Zero-Shot Dense Video Captioning by Jointly Optimizing Text and Moment

Dense video captioning, a task of localizing meaningful moments and generating relevant captions for videos, often requires a large, expensive corpus of annotated video segments paired with text. In an effort to minimize the annotation cost, we propose ZeroTA, a novel method for dense video captioning in a zero-shot manner.
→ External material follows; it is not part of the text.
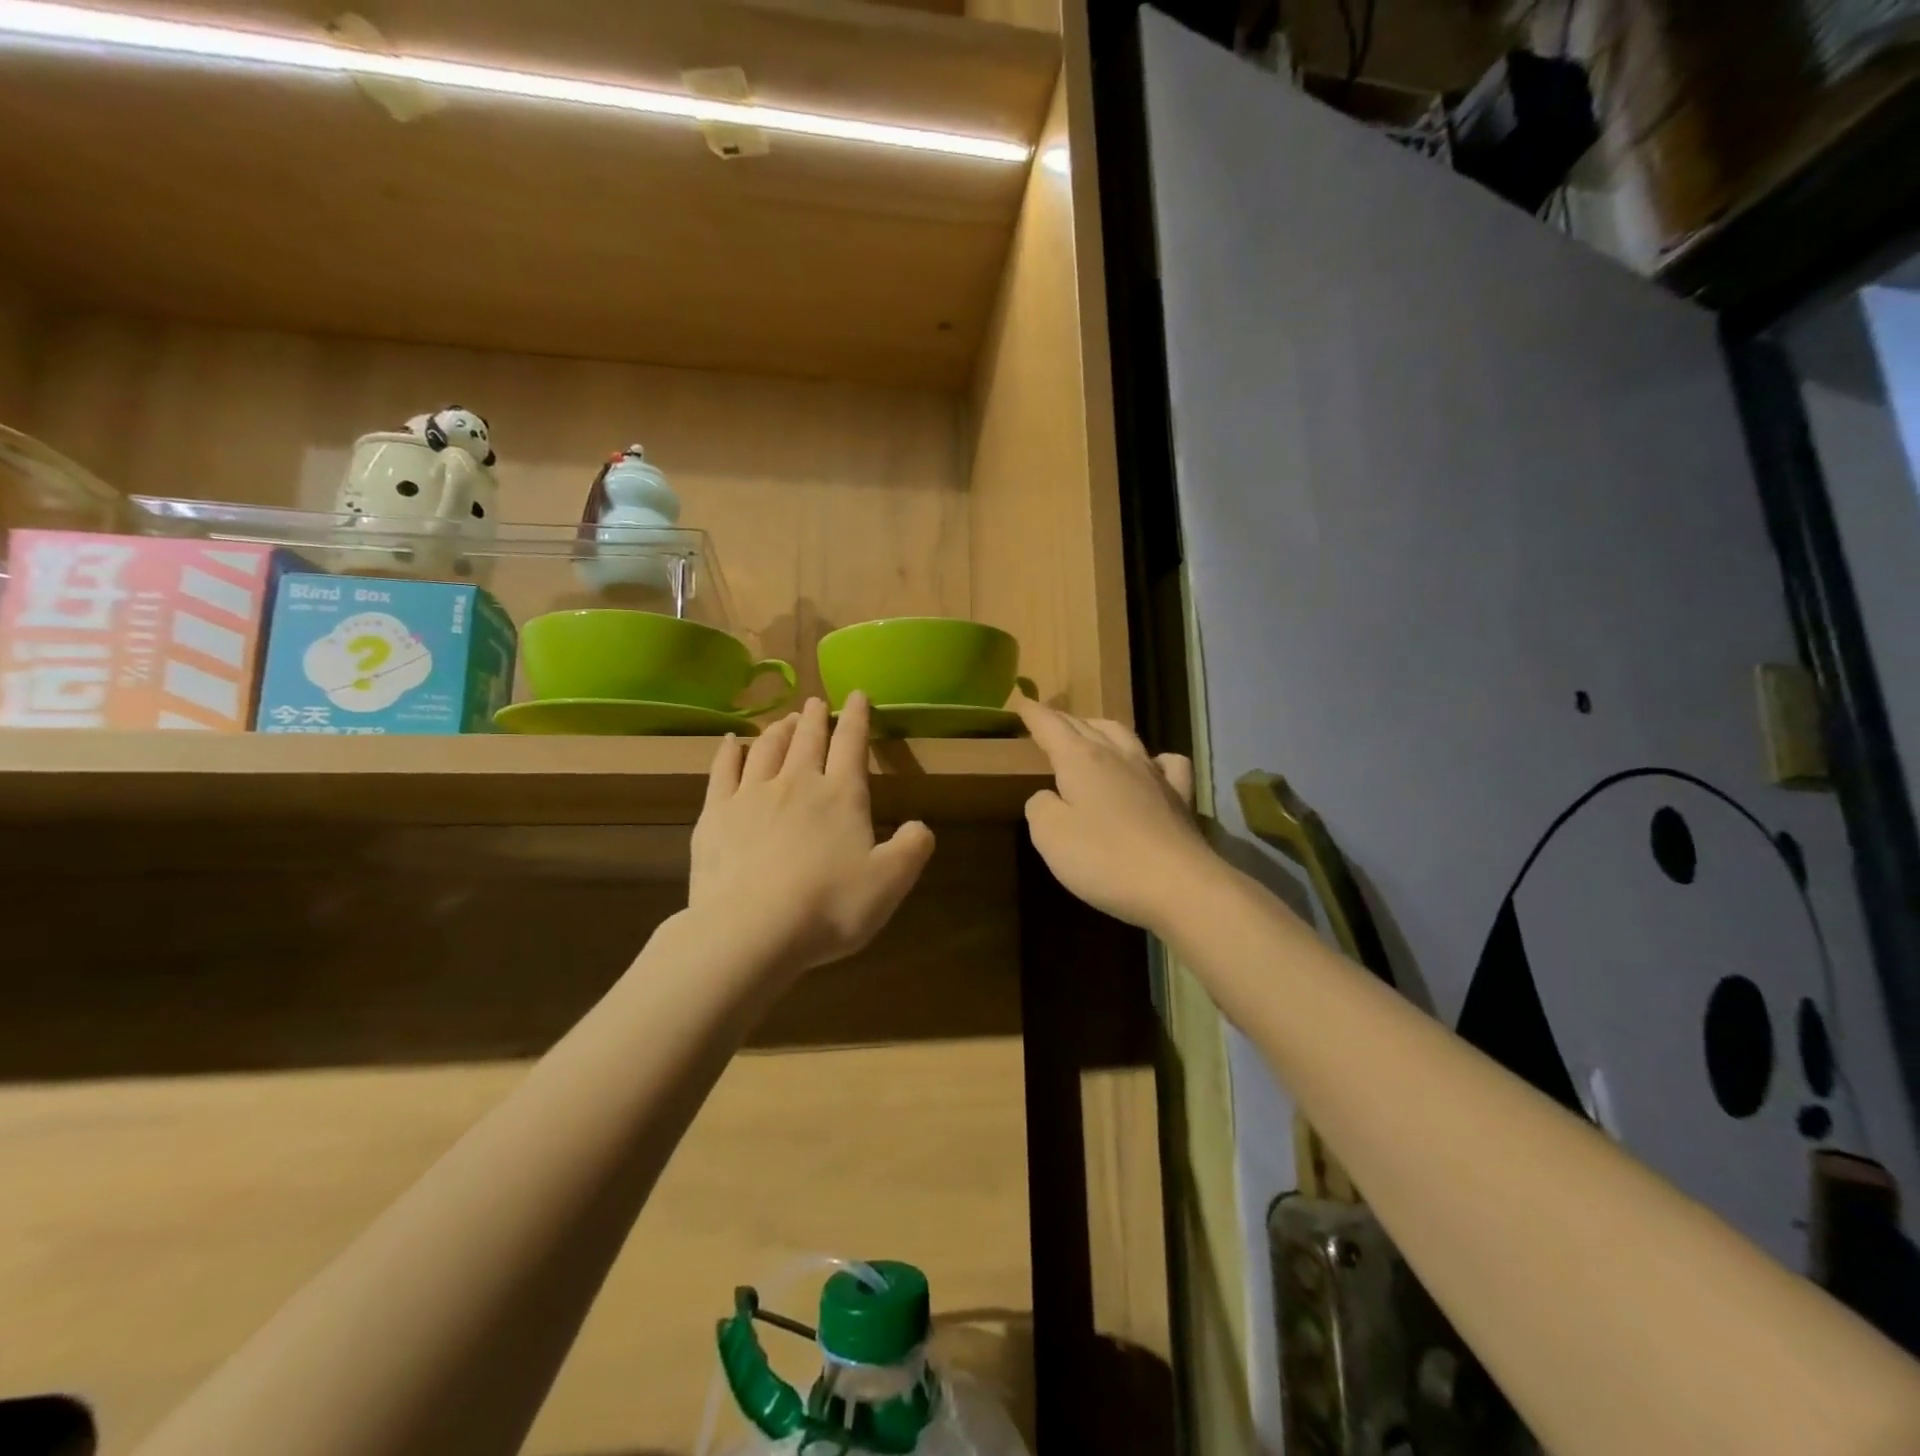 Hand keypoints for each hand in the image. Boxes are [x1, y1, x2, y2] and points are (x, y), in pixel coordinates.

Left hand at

Our method does not require any videos or annotations for training; instead, it localizes and describes events within each input video at test time by optimizing solely on the input. This is accomplished by introducing a soft moment mask that represents a temporal segment in the video and jointly optimizing it with the prefix parameters of a language model. This joint optimization aligns a frozen language generation model (i.e., GPT-2) with a frozen vision-language contrastive model (i.e., CLIP) by maximizing the matching score between the generated text and a moment within the video. We also introduce a pairwise temporal IoU loss to let a set of soft moment masks capture multiple distinct events within the video. Our method effectively discovers diverse significant events within the video, with the resulting captions appropriately describing these events. The empirical results demonstrate that ZeroTA surpasses zero-shot baselines and even outperforms the state-of-the-art few-shot method on the widely-used benchmark ActivityNet Captions. Moreover, our method shows greater robustness compared to supervised methods when evaluated in out-of-domain scenarios. This research provides insight into the potential of aligning widely-used models, such as language generation models and vision-language models, to unlock a new capability: understanding temporal aspects of videos.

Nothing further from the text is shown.